Matinées: June 18 & June 30, 3:30 p.m.
Duration: June 6–30, 1921
Dimensions: 26.9 x 21 cm
Medium: Invitation/catalogue, Nr. 25 of 600
Further Information: The Dada movement began in 1917, when artists from the fighting nations gathered in exile in the Swiss city of Zurich, united by their indifference to and resistance against the First World War. The Dada movement underwent continual change over the five years of its existence, moving from Zurich (1915–17) to Paris (1919–22), and later taking up in Berlin. In Paris in 1919, Dada members included poets such as Guillaum Apollinaire, Blaise Cendrars, Pierre Reverdy, Louis Aragon, Philippe Soupault, who started reading their poems out loud as a performative act. The international exhibition was part of the “1921 Dada Season”, which began on April 14, 1921 with a visit to the Saint-Julien-le-Pauvre church.

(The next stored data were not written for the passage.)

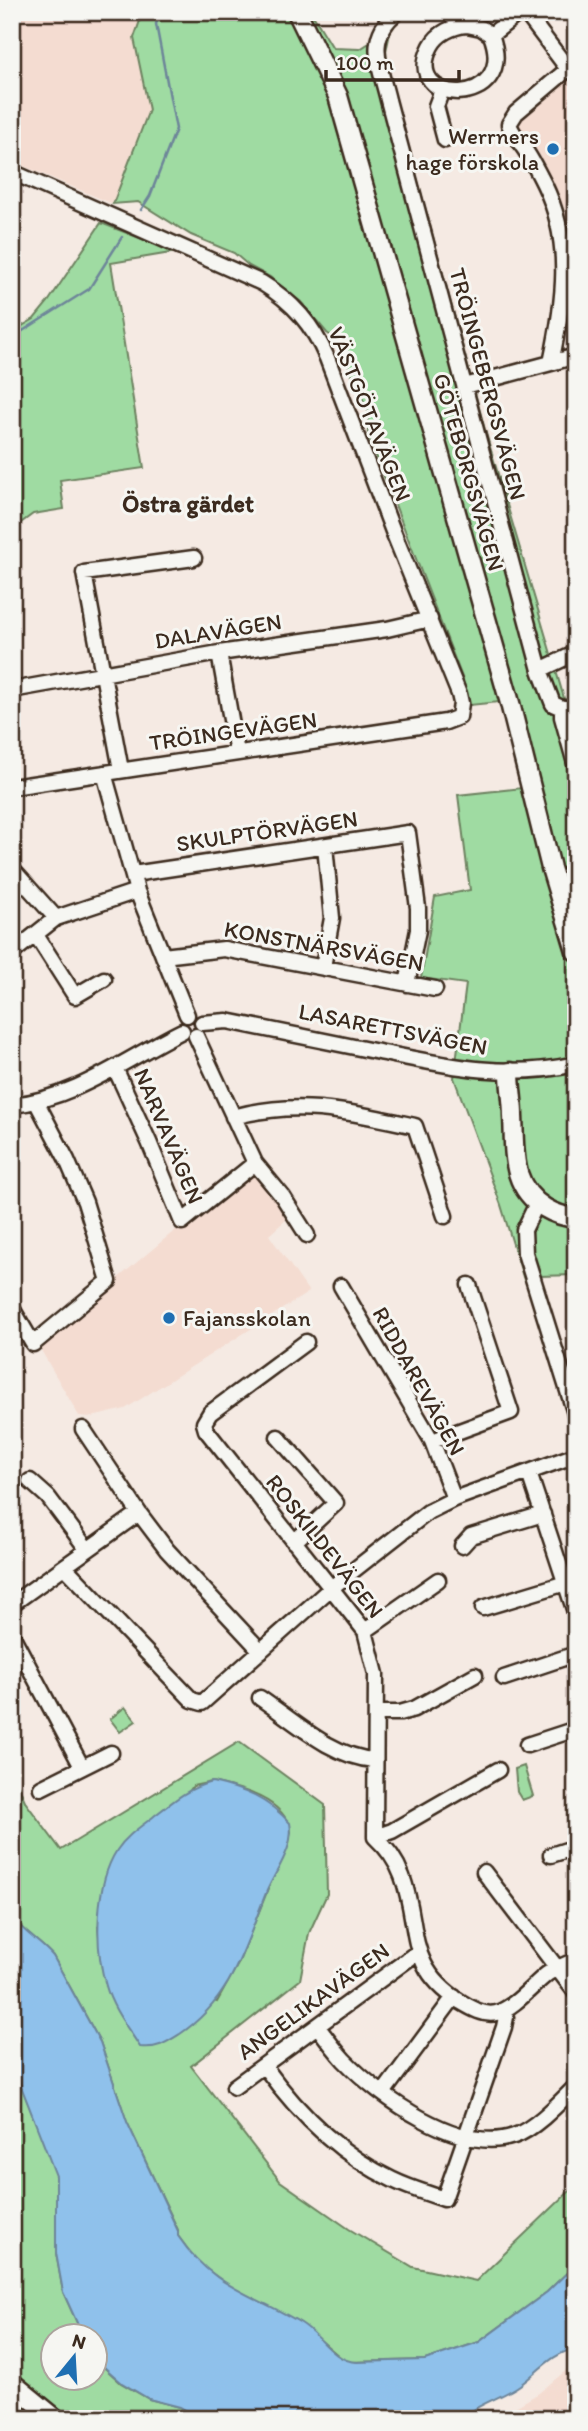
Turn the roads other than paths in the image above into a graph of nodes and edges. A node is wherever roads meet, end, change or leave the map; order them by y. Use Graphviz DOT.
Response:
graph roads {
  1 [pos="297,12"];
  2 [pos="397,12"];
  3 [pos="523,12"];
  4 [pos="491,35"];
  5 [pos="442,90"];
  6 [pos="445,140"];
  7 [pos="12,172"];
  8 [pos="576,356"];
  9 [pos="551,363"];
  10 [pos="466,386"];
  11 [pos="194,558"];
  12 [pos="430,620"];
  13 [pos="219,653"];
  14 [pos="576,653"];
  15 [pos="540,670"];
  16 [pos="103,672"];
  17 [pos="12,690"];
  18 [pos="569,708"];
  19 [pos="459,717"];
  20 [pos="237,753"];
  21 [pos="576,767"];
  22 [pos="121,770"];
  23 [pos="104,773"];
  24 [pos="12,788"];
  25 [pos="325,846"];
  26 [pos="12,869"];
  27 [pos="133,874"];
  28 [pos="137,891"];
  29 [pos="56,918"];
  30 [pos="36,935"];
  31 [pos="576,951"];
  32 [pos="12,953"];
  33 [pos="163,956"];
  34 [pos="323,967"];
  35 [pos="104,979"];
  36 [pos="407,984"];
  37 [pos="435,989"];
  38 [pos="193,1030"];
  39 [pos="576,1064"];
  40 [pos="114,1068"];
  41 [pos="510,1072"];
  42 [pos="36,1101"];
  43 [pos="12,1104"];
  44 [pos="233,1117"];
  45 [pos="255,1163"];
  46 [pos="537,1203"];
  47 [pos="444,1216"];
  48 [pos="576,1218"];
  49 [pos="307,1235"];
  50 [pos="469,1284"];
  51 [pos="341,1286"];
  52 [pos="12,1308"];
  53 [pos="306,1342"];
  54 [pos="576,1417"];
  55 [pos="83,1429"];
  56 [pos="278,1437"];
  57 [pos="432,1441"];
  58 [pos="576,1455"];
  59 [pos="529,1473"];
  60 [pos="30,1481"];
  61 [pos="454,1499"];
  62 [pos="139,1513"];
  63 [pos="543,1514"];
  64 [pos="294,1542"];
  65 [pos="462,1546"];
  66 [pos="87,1549"];
  67 [pos="65,1567"];
  68 [pos="438,1580"];
  69 [pos="565,1583"];
  70 [pos="331,1588"];
  71 [pos="12,1604"];
  72 [pos="483,1608"];
  73 [pos="576,1615"];
  74 [pos="365,1631"];
  75 [pos="12,1635"];
  76 [pos="261,1651"];
  77 [pos="576,1654"];
  78 [pos="475,1675"];
  79 [pos="504,1678"];
  80 [pos="260,1698"];
  81 [pos="377,1713"];
  82 [pos="576,1729"];
  83 [pos="527,1745"];
  84 [pos="111,1753"];
  85 [pos="374,1760"];
  86 [pos="82,1767"];
  87 [pos="498,1769"];
  88 [pos="41,1788"];
  89 [pos="375,1837"];
  90 [pos="576,1847"];
  91 [pos="551,1855"];
  92 [pos="484,1872"];
  93 [pos="418,1952"];
  94 [pos="576,1960"];
  95 [pos="558,1968"];
  96 [pos="576,1993"];
  97 [pos="454,1997"];
  98 [pos="504,2010"];
  99 [pos="318,2026"];
  100 [pos="264,2066"];
  101 [pos="576,2086"];
  102 [pos="234,2087"];
  103 [pos="383,2093"];
  104 [pos="467,2137"];
  105 [pos="12,2383"];
  106 [pos="56,2419"];
  1 -- 31 [label="main road, GÖTEBORGSVÄGEN"];
  2 -- 10 [label="street, TRÖINGEBERGSVÄGEN"];
  3 -- 4 [label="street"];
  3 -- 9 [label="street"];
  4 -- 5 [label="street"];
  4 -- 5 [label="street"];
  5 -- 6 [label="street"];
  7 -- 12 [label="street, VÄSTGÖTAVÄGEN"];
  8 -- 9 [label="street"];
  9 -- 10 [label="street"];
  10 -- 15 [label="street, TRÖINGEBERGSVÄGEN"];
  11 -- 16 [label="street"];
  12 -- 13 [label="street, DALAVÄGEN"];
  12 -- 19 [label="street, VÄSTGÖTAVÄGEN"];
  13 -- 16 [label="street, DALAVÄGEN"];
  13 -- 20 [label="street"];
  14 -- 15 [label="street"];
  15 -- 18 [label="street, TRÖINGEBERGSVÄGEN"];
  16 -- 17 [label="street, DALAVÄGEN"];
  16 -- 22 [label="street"];
  18 -- 21 [label="street, TRÖINGEBERGSVÄGEN"];
  19 -- 20 [label="street, TRÖINGEVÄGEN"];
  20 -- 22 [label="street, TRÖINGEVÄGEN"];
  22 -- 23 [label="street, TRÖINGEVÄGEN"];
  23 -- 24 [label="street, TRÖINGEVÄGEN"];
  23 -- 27 [label="street"];
  25 -- 27 [label="street, SKULPTÖRVÄGEN"];
  25 -- 34 [label="street"];
  25 -- 36 [label="street, SKULPTÖRVÄGEN"];
  26 -- 29 [label="street"];
  27 -- 28 [label="street"];
  28 -- 29 [label="street"];
  28 -- 33 [label="street"];
  29 -- 30 [label="street"];
  30 -- 32 [label="street"];
  30 -- 35 [label="street"];
  33 -- 34 [label="street, KONSTNÄRSVÄGEN"];
  33 -- 38 [label="street"];
  34 -- 36 [label="street, KONSTNÄRSVÄGEN"];
  36 -- 37 [label="street, KONSTNÄRSVÄGEN"];
  38 -- 40 [label="street, LASARETTSVÄGEN"];
  38 -- 41 [label="street, LASARETTSVÄGEN"];
  38 -- 44 [label="street"];
  39 -- 41 [label="street, LASARETTSVÄGEN"];
  40 -- 42 [label="street, LASARETTSVÄGEN"];
  40 -- 45 [label="street, NARVAVÄGEN"];
  41 -- 46 [label="main road"];
  42 -- 43 [label="street, LASARETTSVÄGEN"];
  42 -- 52 [label="street"];
  44 -- 45 [label="street"];
  44 -- 47 [label="street"];
  45 -- 49 [label="street"];
  46 -- 48 [label="main road"];
  46 -- 54 [label="street"];
  50 -- 57 [label="street"];
  51 -- 57 [label="street, RIDDAREVÄGEN"];
  53 -- 64 [label="street, ROSKILDEVÄGEN"];
  55 -- 62 [label="street"];
  56 -- 64 [label="street"];
  57 -- 61 [label="street, RIDDAREVÄGEN"];
  58 -- 59 [label="street"];
  59 -- 61 [label="street"];
  59 -- 63 [label="street"];
  60 -- 66 [label="street"];
  61 -- 70 [label="street"];
  62 -- 66 [label="street"];
  62 -- 76 [label="street"];
  63 -- 65 [label="street"];
  63 -- 69 [label="street"];
  64 -- 70 [label="street, ROSKILDEVÄGEN"];
  66 -- 67 [label="street"];
  67 -- 71 [label="street"];
  67 -- 76 [label="street"];
  68 -- 74 [label="street"];
  69 -- 72 [label="street"];
  69 -- 73 [label="street"];
  70 -- 74 [label="street, ROSKILDEVÄGEN"];
  70 -- 76 [label="street"];
  74 -- 81 [label="street, ROSKILDEVÄGEN"];
  75 -- 86 [label="street"];
  77 -- 79 [label="street"];
  78 -- 81 [label="street"];
  80 -- 85 [label="street"];
  81 -- 85 [label="street, ROSKILDEVÄGEN"];
  82 -- 83 [label="street"];
  84 -- 86 [label="street"];
  85 -- 89 [label="street, ROSKILDEVÄGEN"];
  86 -- 88 [label="street"];
  87 -- 89 [label="street"];
  89 -- 93 [label="street"];
  90 -- 91 [label="street"];
  92 -- 95 [label="street"];
  93 -- 97 [label="street"];
  93 -- 99 [label="street, ANGELIKAVÄGEN"];
  94 -- 95 [label="street"];
  95 -- 96 [label="street"];
  95 -- 98 [label="street"];
  97 -- 98 [label="street"];
  97 -- 103 [label="street"];
  98 -- 104 [label="street"];
  99 -- 100 [label="street, ANGELIKAVÄGEN"];
  99 -- 103 [label="street"];
  100 -- 102 [label="street, ANGELIKAVÄGEN"];
  100 -- 104 [label="street"];
  101 -- 104 [label="street"];
  103 -- 104 [label="street"];
  105 -- 106 [label="main road"];
}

Seeking out a broader public, the Dada group presented itself in public spaces with an anti-ideological, anti-bourgeois, and anarchist attitude. The “1921 Dada Season” included different formats such as “Visits – Dada Salon – Conferences – Commemorations – Operas – Plebiscites – Summons – Accusation Orders and Judgements,” as summed up by the poet Louis Aragon (cited in Claire Bishop, Artificial Hells: Participatory Art and the Politics of Spectatorship, London: Verso Books, 2012).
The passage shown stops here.